Failure mode 1: The compensation that never completes

Pilots call them "boldface" — the emergency procedures memorized verbatim because there's no time to look them up. Engine fire on takeoff. Dual engine failure. Cabin depressurization. Each procedure is a sequence of steps, and each step is designed to be executable under extreme duress.

But flight training also teaches something darker: what to do when the emergency procedure doesn't work. When you pull the fire handle and the fire doesn't extinguish. When you deploy the RAT (ram air turbine) and it doesn't extend. The industry calls these "compound emergencies" — the original failure plus the failure of the recovery.

Saga compensation failures are compound emergencies. The original step failed (payment provider rejected the charge), and now the compensation for a previous step is also failing (inventory service is unreachable). You're two failures deep with a customer waiting.

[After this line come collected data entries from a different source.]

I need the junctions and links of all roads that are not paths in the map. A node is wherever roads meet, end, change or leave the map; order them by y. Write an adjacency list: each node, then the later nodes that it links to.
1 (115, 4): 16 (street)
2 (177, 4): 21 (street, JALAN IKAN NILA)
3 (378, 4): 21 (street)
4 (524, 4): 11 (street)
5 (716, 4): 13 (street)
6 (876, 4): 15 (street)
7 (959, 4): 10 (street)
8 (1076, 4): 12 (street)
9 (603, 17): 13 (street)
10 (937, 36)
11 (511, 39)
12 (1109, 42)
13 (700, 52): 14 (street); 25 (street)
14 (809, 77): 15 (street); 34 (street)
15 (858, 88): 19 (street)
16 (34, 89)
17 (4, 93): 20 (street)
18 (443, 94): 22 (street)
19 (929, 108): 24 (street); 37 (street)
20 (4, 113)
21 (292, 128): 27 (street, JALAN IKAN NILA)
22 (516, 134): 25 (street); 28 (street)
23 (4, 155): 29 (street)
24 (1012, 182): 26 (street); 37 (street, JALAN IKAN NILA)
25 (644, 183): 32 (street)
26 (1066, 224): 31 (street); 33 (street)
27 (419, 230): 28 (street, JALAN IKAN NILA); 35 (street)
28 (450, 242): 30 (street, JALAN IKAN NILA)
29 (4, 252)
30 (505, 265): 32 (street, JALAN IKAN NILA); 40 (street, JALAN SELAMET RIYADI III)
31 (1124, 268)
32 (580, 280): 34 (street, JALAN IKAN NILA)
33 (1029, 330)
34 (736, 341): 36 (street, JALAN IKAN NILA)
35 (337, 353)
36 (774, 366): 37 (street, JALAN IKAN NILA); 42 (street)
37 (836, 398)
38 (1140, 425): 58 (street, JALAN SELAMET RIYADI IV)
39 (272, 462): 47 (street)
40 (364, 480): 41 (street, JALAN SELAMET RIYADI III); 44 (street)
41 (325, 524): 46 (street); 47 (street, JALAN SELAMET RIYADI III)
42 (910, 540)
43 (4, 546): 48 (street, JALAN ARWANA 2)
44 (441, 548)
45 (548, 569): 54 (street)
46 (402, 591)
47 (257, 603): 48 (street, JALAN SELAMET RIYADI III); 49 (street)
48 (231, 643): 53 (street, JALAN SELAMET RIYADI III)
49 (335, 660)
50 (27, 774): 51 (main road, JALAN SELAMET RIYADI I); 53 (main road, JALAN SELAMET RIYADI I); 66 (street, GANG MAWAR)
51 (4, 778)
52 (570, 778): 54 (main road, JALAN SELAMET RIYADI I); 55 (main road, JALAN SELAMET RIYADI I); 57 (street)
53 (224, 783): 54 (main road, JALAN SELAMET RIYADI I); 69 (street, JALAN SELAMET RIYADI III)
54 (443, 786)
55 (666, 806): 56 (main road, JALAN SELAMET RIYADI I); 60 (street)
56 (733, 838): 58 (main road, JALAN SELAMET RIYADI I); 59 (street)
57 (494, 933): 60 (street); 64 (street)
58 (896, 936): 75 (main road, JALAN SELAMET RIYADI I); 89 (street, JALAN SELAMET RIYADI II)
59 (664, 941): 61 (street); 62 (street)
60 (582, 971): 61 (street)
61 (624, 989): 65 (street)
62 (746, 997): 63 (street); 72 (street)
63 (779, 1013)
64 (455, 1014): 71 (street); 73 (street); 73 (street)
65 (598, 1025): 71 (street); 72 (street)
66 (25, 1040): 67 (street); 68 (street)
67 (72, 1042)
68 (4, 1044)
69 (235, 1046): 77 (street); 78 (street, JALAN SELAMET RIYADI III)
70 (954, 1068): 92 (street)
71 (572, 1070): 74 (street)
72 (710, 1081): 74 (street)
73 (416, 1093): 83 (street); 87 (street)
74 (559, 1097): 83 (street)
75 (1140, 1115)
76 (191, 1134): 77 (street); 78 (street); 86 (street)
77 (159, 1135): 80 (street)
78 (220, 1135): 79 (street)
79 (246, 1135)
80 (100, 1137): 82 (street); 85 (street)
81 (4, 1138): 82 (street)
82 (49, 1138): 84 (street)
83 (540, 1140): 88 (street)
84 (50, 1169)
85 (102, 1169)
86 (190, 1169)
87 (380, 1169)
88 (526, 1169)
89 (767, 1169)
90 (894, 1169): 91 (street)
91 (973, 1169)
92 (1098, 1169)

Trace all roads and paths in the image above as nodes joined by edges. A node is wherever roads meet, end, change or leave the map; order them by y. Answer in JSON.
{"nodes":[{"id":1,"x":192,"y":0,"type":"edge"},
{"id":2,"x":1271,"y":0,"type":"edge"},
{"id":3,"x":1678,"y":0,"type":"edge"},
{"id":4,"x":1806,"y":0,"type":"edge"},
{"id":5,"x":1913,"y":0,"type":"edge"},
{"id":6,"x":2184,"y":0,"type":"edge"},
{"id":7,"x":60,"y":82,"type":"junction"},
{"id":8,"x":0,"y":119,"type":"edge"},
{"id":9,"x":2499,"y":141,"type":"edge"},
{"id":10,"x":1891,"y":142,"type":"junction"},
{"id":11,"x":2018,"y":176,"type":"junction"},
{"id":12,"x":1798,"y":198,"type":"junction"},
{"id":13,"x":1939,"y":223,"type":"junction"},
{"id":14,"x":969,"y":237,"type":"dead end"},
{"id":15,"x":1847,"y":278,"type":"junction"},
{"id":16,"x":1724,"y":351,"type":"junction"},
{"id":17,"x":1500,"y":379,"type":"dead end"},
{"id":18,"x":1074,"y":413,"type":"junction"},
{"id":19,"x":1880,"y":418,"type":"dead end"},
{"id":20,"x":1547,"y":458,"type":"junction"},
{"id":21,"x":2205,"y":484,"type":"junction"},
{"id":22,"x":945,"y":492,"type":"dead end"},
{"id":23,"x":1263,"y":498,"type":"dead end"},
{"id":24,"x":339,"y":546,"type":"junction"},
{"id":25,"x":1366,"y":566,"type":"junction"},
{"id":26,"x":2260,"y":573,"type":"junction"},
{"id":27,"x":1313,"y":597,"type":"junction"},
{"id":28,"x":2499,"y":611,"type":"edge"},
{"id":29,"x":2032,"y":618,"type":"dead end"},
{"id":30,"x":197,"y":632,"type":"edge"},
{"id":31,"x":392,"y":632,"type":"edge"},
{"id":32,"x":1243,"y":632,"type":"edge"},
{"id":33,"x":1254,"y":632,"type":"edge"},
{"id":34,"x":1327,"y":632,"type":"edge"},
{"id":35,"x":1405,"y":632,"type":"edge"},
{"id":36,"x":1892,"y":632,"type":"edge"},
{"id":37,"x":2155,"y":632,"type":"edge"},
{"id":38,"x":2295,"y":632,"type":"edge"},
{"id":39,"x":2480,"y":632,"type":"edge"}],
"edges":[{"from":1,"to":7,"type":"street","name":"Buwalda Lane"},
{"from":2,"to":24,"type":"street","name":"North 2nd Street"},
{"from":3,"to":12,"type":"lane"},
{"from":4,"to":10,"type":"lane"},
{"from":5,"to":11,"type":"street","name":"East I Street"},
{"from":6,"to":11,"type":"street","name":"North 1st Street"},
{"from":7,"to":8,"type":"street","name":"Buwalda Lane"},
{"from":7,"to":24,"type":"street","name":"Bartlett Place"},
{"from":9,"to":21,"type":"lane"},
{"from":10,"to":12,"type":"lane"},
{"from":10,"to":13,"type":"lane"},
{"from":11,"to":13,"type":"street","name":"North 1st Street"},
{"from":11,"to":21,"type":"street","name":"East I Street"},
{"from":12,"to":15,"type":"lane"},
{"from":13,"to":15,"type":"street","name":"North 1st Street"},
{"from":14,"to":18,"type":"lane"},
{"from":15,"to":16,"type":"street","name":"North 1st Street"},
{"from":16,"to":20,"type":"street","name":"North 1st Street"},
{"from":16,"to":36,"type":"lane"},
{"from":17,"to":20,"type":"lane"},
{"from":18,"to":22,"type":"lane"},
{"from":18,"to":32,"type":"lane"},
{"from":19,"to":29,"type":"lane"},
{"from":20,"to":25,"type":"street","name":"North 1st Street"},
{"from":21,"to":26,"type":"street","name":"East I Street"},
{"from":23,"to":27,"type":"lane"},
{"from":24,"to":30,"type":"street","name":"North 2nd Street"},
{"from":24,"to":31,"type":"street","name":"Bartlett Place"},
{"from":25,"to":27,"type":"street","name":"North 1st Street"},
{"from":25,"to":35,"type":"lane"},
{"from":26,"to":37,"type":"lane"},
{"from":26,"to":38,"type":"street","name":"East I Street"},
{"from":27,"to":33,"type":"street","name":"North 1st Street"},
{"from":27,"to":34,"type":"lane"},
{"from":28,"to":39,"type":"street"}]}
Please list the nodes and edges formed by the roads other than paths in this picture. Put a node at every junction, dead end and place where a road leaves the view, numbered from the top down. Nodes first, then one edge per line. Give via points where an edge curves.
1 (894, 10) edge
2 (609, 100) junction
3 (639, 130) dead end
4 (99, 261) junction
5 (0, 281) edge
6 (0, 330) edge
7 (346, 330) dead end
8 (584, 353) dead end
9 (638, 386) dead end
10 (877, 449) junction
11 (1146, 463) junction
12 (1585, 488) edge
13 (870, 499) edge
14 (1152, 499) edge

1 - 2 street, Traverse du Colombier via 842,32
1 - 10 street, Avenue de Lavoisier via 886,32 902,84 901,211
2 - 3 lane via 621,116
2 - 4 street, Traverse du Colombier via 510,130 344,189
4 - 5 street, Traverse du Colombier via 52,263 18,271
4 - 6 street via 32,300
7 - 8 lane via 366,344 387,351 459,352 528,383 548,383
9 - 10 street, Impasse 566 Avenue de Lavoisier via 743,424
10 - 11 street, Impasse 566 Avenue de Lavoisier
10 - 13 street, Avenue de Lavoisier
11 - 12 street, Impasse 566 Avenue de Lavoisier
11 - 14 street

The orchestrator we built in the saga blueprint chapter handles this with... nothing. The HandleStepFailed method queues all compensations through the outbox and trusts the outbox to deliver them. If a compensation message is delivered but the receiving service returns an error, the message goes back to the queue and retries. Eventually, the service recovers and the compensation succeeds.

But "eventually" is doing a lot of work in that sentence.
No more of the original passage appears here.